**PROBLEM**.
All that is needed is each line of the entries holding the word "numbered", copied as it stands.

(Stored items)
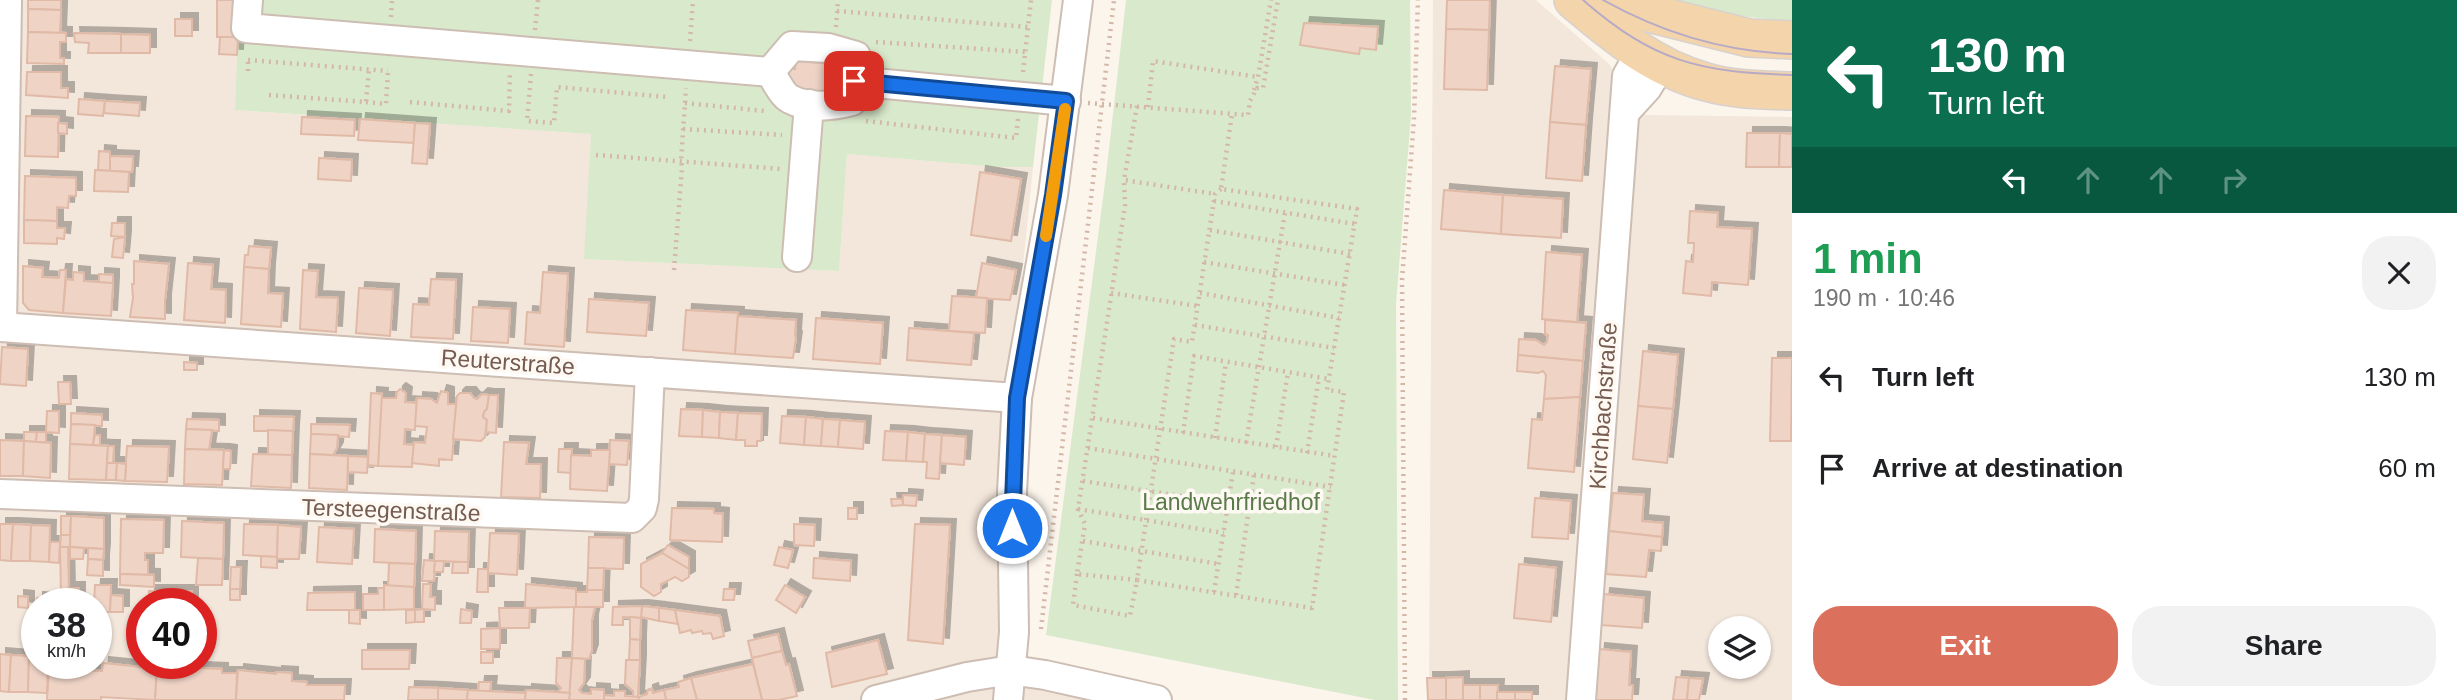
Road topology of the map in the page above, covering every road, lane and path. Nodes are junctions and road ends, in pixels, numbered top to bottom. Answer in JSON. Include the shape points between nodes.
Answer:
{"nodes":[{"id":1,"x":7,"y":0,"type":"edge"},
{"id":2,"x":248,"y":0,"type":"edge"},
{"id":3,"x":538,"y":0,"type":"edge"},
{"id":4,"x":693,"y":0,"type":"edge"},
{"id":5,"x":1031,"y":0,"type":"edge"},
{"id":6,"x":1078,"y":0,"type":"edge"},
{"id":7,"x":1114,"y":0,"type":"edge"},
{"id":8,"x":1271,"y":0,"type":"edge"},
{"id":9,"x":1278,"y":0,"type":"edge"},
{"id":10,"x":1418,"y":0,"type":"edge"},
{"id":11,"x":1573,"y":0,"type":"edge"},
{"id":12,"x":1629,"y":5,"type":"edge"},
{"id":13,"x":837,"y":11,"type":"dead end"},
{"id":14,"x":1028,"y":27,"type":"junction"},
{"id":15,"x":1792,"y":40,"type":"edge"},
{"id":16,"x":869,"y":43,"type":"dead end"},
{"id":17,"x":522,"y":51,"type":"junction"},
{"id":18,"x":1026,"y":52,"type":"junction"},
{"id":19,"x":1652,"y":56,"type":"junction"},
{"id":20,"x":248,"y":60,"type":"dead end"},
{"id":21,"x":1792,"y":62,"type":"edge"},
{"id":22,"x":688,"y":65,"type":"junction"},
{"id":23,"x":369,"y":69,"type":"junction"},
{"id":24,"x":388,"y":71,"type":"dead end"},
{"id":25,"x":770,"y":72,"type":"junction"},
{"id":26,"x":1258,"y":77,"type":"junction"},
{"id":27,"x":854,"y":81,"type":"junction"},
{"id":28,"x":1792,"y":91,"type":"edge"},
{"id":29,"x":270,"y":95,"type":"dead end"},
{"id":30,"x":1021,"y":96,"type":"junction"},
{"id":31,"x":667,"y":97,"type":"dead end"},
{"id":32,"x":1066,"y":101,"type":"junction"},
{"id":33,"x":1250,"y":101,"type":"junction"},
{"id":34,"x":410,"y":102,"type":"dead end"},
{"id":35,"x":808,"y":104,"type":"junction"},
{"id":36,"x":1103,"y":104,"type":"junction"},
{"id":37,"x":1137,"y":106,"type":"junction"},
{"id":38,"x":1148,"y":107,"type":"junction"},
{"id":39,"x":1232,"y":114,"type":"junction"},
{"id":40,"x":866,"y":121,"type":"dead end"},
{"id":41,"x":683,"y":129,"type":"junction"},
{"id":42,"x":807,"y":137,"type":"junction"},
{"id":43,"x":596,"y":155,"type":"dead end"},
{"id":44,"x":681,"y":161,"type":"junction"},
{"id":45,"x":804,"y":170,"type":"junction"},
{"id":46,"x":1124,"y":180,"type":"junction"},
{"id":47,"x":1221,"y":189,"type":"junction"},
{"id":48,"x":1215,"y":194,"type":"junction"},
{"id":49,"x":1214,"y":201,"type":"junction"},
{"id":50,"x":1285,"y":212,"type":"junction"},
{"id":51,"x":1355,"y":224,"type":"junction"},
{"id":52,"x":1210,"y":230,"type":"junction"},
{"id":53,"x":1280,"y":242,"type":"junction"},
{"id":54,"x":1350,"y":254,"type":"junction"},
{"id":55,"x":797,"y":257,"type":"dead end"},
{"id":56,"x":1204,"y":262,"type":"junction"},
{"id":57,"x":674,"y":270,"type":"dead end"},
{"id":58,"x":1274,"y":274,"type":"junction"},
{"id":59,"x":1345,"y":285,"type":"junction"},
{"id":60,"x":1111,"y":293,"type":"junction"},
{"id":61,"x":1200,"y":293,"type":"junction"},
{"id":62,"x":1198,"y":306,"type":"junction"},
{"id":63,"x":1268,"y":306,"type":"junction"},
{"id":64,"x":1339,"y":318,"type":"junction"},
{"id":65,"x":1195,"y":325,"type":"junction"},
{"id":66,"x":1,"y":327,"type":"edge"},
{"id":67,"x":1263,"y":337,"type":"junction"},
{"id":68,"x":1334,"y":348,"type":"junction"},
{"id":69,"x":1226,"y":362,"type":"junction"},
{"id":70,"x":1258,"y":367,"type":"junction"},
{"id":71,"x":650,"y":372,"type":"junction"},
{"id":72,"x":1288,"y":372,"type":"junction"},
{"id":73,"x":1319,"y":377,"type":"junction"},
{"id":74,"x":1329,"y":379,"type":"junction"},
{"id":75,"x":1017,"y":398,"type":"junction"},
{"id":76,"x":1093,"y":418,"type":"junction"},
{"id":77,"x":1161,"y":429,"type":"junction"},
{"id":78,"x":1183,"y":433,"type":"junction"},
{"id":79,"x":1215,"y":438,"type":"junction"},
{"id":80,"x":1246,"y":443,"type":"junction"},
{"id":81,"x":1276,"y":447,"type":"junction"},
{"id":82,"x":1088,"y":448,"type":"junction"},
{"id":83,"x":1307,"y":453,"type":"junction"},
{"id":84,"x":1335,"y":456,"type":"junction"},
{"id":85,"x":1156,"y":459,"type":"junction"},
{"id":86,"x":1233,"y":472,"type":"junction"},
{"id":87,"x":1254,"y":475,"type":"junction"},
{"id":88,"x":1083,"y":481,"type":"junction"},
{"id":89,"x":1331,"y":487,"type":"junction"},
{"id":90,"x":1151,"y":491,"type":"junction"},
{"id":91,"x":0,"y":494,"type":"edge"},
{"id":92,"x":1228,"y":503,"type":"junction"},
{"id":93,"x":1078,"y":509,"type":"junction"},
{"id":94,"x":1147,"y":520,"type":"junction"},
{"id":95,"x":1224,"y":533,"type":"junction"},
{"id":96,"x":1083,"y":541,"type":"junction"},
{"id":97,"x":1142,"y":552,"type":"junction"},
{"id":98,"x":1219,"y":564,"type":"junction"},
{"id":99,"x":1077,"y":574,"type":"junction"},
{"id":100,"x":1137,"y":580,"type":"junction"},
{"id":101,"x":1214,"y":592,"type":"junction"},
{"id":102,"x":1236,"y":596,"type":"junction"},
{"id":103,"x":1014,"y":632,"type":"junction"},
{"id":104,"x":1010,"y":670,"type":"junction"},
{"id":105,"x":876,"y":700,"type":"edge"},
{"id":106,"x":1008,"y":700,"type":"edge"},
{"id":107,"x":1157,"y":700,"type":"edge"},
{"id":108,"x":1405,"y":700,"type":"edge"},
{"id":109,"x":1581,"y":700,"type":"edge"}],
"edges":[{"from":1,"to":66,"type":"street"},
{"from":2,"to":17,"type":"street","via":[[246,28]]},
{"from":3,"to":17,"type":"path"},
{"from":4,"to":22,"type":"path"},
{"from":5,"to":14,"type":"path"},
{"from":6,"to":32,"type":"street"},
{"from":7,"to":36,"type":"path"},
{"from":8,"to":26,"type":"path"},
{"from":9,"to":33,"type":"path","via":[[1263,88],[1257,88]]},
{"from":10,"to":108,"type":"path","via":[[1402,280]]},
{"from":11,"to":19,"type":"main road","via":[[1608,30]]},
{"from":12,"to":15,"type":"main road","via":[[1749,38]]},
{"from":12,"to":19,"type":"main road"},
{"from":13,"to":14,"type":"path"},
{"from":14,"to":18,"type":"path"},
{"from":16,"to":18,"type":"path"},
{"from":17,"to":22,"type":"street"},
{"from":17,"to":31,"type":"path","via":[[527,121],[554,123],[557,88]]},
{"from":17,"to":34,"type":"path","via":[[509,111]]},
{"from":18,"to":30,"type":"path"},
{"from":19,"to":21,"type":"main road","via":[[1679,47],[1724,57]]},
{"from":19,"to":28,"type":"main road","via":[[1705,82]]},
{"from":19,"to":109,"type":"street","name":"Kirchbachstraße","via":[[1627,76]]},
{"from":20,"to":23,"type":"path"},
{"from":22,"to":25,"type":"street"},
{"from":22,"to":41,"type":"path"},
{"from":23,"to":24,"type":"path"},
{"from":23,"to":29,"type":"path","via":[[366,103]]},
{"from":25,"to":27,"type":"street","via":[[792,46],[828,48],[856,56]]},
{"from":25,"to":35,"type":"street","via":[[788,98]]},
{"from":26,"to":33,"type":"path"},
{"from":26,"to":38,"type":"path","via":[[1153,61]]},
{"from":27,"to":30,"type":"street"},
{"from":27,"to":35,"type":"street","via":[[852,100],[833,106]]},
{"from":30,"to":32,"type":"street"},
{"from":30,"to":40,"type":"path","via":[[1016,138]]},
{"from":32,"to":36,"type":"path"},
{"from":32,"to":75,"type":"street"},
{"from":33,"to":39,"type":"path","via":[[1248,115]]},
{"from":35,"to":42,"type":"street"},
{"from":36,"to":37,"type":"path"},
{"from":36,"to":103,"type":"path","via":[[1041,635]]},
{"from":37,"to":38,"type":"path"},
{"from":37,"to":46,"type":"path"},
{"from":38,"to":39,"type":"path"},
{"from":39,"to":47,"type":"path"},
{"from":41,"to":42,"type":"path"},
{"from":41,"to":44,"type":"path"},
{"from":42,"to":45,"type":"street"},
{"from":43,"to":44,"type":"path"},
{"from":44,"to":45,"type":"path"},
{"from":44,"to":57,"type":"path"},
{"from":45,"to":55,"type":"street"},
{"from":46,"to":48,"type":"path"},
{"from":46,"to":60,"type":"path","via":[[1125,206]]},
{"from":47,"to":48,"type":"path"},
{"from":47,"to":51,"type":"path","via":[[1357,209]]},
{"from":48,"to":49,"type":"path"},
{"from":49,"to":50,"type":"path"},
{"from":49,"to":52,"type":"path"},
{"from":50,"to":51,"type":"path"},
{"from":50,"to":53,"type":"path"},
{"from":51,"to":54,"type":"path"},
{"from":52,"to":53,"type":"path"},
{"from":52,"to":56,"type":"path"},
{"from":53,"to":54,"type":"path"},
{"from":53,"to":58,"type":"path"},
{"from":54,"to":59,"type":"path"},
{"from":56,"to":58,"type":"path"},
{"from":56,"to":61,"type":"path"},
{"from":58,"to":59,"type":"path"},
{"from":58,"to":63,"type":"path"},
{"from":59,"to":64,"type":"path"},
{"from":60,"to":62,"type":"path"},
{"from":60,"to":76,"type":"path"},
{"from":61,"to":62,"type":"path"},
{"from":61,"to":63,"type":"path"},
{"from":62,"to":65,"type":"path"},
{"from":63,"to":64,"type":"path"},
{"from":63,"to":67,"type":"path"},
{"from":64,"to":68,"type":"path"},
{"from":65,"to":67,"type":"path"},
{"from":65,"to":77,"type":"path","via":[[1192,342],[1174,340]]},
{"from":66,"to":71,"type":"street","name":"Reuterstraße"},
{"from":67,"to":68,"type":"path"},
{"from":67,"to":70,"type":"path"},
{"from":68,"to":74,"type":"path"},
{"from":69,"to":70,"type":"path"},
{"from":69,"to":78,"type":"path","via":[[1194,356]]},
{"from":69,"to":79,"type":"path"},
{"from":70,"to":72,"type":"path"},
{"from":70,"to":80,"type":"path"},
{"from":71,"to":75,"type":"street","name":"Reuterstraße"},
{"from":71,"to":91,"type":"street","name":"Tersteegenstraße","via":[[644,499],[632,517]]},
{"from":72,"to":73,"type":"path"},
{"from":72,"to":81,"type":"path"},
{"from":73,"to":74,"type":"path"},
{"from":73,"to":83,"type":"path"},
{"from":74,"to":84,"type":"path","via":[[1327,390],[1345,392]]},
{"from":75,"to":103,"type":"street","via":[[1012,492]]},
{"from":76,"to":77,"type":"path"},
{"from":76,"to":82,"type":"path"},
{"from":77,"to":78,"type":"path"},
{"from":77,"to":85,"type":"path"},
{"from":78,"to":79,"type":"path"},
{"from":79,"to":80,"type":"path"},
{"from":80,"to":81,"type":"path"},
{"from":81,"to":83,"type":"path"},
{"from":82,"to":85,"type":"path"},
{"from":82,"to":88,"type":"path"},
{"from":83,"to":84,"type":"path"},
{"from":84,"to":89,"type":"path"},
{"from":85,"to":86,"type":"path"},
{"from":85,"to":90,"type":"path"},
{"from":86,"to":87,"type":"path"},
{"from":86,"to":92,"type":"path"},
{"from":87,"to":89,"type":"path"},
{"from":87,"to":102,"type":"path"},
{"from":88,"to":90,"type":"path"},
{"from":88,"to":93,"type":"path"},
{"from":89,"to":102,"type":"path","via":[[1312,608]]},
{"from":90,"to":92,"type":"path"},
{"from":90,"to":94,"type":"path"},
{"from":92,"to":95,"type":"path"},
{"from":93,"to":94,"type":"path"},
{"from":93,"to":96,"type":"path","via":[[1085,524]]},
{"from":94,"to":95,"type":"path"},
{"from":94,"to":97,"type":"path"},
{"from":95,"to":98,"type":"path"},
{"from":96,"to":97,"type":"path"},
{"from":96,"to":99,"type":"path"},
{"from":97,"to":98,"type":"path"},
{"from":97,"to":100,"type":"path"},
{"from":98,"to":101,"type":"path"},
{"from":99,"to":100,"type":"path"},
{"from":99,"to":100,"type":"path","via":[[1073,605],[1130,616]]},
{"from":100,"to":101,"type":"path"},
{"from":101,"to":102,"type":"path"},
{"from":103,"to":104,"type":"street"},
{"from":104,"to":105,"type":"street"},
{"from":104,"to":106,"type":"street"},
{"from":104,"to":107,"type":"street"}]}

...

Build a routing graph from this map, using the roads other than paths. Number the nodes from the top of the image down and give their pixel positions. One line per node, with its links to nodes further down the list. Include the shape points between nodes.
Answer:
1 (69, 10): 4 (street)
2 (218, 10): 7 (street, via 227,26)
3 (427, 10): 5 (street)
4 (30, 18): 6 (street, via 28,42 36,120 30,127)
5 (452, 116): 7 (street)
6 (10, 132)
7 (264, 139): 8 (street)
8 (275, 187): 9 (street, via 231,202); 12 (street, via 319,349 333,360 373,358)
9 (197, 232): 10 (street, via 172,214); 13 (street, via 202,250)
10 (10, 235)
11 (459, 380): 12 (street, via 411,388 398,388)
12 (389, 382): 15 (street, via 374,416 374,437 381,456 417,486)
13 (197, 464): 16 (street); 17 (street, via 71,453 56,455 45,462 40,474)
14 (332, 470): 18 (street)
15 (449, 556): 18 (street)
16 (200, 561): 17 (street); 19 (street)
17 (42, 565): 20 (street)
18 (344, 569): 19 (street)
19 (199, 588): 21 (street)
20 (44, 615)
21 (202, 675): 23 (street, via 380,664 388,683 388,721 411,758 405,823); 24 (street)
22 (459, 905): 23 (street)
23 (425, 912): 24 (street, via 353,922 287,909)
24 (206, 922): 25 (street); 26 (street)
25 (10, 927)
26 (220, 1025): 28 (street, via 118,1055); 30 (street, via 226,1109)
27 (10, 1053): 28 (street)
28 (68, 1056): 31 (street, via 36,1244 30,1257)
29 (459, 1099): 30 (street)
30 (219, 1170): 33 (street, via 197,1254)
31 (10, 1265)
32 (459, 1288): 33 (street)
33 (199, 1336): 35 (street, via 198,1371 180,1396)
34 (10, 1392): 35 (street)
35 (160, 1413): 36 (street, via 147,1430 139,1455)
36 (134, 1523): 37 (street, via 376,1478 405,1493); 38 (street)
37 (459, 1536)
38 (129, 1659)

...

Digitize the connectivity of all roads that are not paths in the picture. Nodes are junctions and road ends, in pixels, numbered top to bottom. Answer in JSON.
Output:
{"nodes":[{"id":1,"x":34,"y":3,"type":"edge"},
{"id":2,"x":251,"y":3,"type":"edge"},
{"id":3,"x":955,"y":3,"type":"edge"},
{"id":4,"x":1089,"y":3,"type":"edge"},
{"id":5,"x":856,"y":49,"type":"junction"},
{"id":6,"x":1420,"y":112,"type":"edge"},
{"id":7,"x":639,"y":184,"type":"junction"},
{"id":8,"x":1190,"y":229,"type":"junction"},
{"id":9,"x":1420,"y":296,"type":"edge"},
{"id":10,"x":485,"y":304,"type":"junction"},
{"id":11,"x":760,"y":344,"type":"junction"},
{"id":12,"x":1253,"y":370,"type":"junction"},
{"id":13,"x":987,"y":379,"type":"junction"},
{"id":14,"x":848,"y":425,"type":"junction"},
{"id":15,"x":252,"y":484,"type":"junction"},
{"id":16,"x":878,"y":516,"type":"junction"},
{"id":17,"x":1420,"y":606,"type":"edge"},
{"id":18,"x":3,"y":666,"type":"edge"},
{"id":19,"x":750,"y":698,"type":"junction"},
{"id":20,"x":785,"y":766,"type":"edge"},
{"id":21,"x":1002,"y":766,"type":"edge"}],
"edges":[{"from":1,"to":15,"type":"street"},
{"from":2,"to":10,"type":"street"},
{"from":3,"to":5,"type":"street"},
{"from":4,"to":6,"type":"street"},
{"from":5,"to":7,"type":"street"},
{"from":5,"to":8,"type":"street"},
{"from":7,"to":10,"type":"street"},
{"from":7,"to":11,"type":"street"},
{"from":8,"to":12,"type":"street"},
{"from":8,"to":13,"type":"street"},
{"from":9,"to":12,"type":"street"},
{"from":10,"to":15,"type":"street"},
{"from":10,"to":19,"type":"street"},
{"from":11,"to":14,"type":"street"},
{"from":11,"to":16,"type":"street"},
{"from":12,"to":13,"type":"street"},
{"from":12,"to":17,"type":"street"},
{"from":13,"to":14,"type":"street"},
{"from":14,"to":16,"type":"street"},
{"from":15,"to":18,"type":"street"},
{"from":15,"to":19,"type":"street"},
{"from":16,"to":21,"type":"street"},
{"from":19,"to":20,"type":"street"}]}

**ANSWER SPACE**.
Road topology of the map in the page above, covering every road, lane and path. Nodes are junctions and road ends, in pixels, numbered top to bottom. Answer in JSON. Include the shape points between nodes.
Digitize the connectivity of all roads that are not paths in the picture. Nodes are junctions and road ends, in pixels, numbered top to bottom. Answer in JSON.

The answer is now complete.